As for the long list of cameo appearances, all the producers used their connections.

“We went after a lot of folks to see who wanted to play in our sandbox,” says McGowan. “We weren’t putting people in the movie for the sake of saying, ‘Okay here’s a famous person.’ It had to work in the spirit of the film. If it takes you out of the film, then it’s a waste of time.”

Even McGowan’s own dog Duck had a role in the movie.

In addition to government sources of financing (Telefilm, Ontario Media Development Corporation, The Harold Greenberg Fund, tax credits) and a distributor advance and broadcast licenses from TMN and CBC, the producers also came up with a creative idea to raise that final few percentage points of cash.

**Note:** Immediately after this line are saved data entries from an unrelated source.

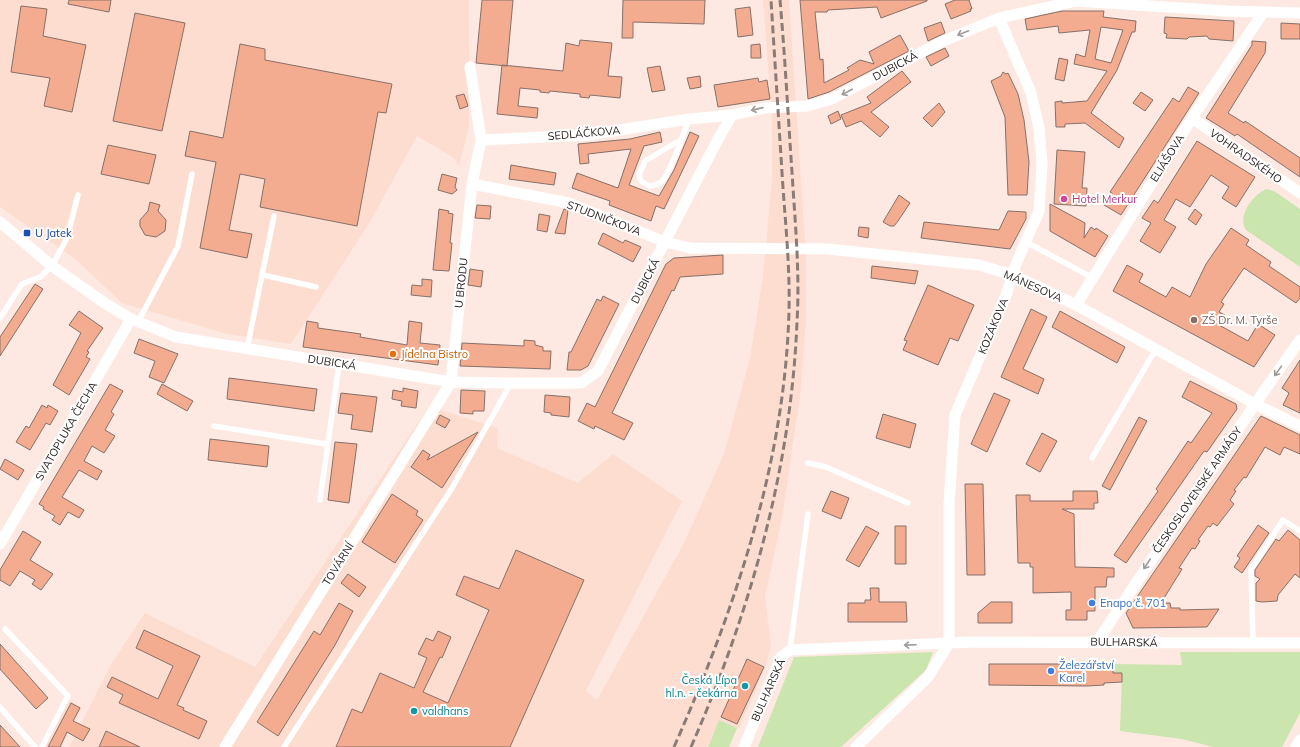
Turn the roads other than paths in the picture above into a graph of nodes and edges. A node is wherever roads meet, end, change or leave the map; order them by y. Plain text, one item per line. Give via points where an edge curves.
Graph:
1 (1163, 4) edge
2 (1263, 13) junction
3 (1300, 13) edge
4 (999, 18) junction
5 (470, 67) dead end
6 (732, 115) junction
7 (1192, 118) junction
8 (689, 119) junction
9 (682, 139) junction
10 (481, 140) junction
11 (192, 174) dead end
12 (472, 184) junction
13 (1300, 194) edge
14 (78, 195) dead end
15 (274, 216) dead end
16 (0, 222) edge
17 (665, 242) junction
18 (1026, 242) junction
19 (52, 266) junction
20 (263, 275) junction
21 (1013, 275) junction
22 (1093, 279) junction
23 (316, 287) dead end
24 (1076, 305) junction
25 (0, 318) edge
26 (134, 320) junction
27 (1300, 340) edge
28 (1156, 348) junction
29 (247, 349) junction
30 (339, 364) junction
31 (451, 382) junction
32 (511, 383) junction
33 (1254, 404) junction
34 (214, 426) dead end
35 (1300, 426) edge
36 (326, 444) junction
37 (1092, 458) dead end
38 (808, 464) dead end
39 (320, 500) dead end
40 (908, 503) dead end
41 (808, 514) dead end
42 (1300, 532) edge
43 (0, 544) edge
44 (5, 629) dead end
45 (1097, 642) junction
46 (949, 643) junction
47 (1300, 643) edge
48 (1253, 644) junction
49 (790, 650) junction
50 (0, 707) edge
51 (1300, 740) edge
52 (35, 747) edge
53 (42, 747) edge
54 (225, 747) edge
55 (285, 747) edge
56 (744, 747) edge
57 (856, 747) edge
58 (1296, 747) edge

1 - 2 street, DUBICKÁ
1 - 4 street, DUBICKÁ via 1076,1
2 - 3 street, DUBICKÁ
2 - 7 street, ELIÁŠOVA
4 -> 6 street, DUBICKÁ via 941,42 832,99 807,106 764,108
4 - 18 street, KOZÁKOVA via 1031,93 1039,128 1042,164 1039,211
5 - 10 street
6 - 8 street, SEDLÁČKOVA
6 - 17 street, DUBICKÁ
7 - 13 street, VOHRADSKÉHO
7 - 22 street, ELIÁŠOVA
8 - 9 lane
8 - 10 street, SEDLÁČKOVA via 588,135
9 - 9 lane via 663,180 649,186 641,181 639,175 645,161
10 - 12 street
11 - 26 lane via 178,246
12 - 17 street, STUDNIČKOVA via 569,203
12 - 31 street, U BRODU
14 - 19 lane via 67,238
15 - 20 lane
16 - 19 street, DUBICKÁ
17 - 21 street, MÁNESOVA via 690,248 828,249 979,265
17 - 32 street, DUBICKÁ via 598,371 582,382
18 - 21 street, KOZÁKOVA
18 - 22 lane
19 - 25 lane via 40,278 22,284
19 - 26 street, DUBICKÁ
20 - 23 lane
20 - 29 lane
21 - 24 street, MÁNESOVA
21 - 46 street, KOZÁKOVA via 955,415 949,503
22 - 24 street, ELIÁŠOVA
24 - 28 street, MÁNESOVA
26 - 29 street, DUBICKÁ via 176,337
26 - 43 street, SVATOPLUKA ČECHA
27 -> 33 street, ČESKOSLOVENSKÉ ARMÁDY
28 - 33 street, MÁNESOVA
28 - 37 lane
29 - 30 street, DUBICKÁ
30 - 31 street, DUBICKÁ
30 - 36 lane
31 - 32 street, DUBICKÁ
31 - 54 street, TOVÁRNÍ
32 - 55 lane via 452,488
33 - 35 street, MÁNESOVA
33 -> 45 street, ČESKOSLOVENSKÉ ARMÁDY
34 - 36 lane
36 - 39 lane
38 - 40 lane via 826,468
41 - 49 lane
42 - 48 lane via 1283,520 1251,569
44 - 53 lane via 68,696
45 - 46 street, BULHARSKÁ
45 - 48 street, BULHARSKÁ
46 -> 49 street, BULHARSKÁ
46 - 57 street via 928,677
47 - 48 street, BULHARSKÁ
49 - 56 street, BULHARSKÁ via 781,657
50 - 52 lane
51 - 58 street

Corporate logos are splashed everywhere on the boards of real hockey rinks. So why not on theirs too?

“We had rink sponsorship from everyone from Scotiabank to Canadian Tire, to Tim Hortons,” says McGowan.

Score: A Hockey Musical shot for 25 days last February and March in recognizable Toronto locations such as Nathan Phillips Square, a home-made rink in Wychwood Park, and the Weston Arena. The production followed a green plan and saved an estimated 20 tones of greenhouse gases by reducing emissions and waste and using eco-friendly products whenever possible.

Mongrel Media has set the release date for October 22 in Canada. While there’s no doubt this film has a huge home ice advantage, it could be in the penalty box on the world stage. As an unabashedly Canadian film about hockey, the international appeal is a bigger question mark.

McGowan, who anticipated the ‘hockey doesn’t travel’ response from international sales agents, reports that early indications suggest otherwise.

In fact, he’s received emails from distributors around the world who are intrigued by the fact that the film stars Newton-John in a return to her musical roots.

“That is an easier sell than just a hockey film,” he explains. “Not one sales agent has said ‘It’s too Canadian’ so far. We haven’t hit those bumps at all, which is fantastic.”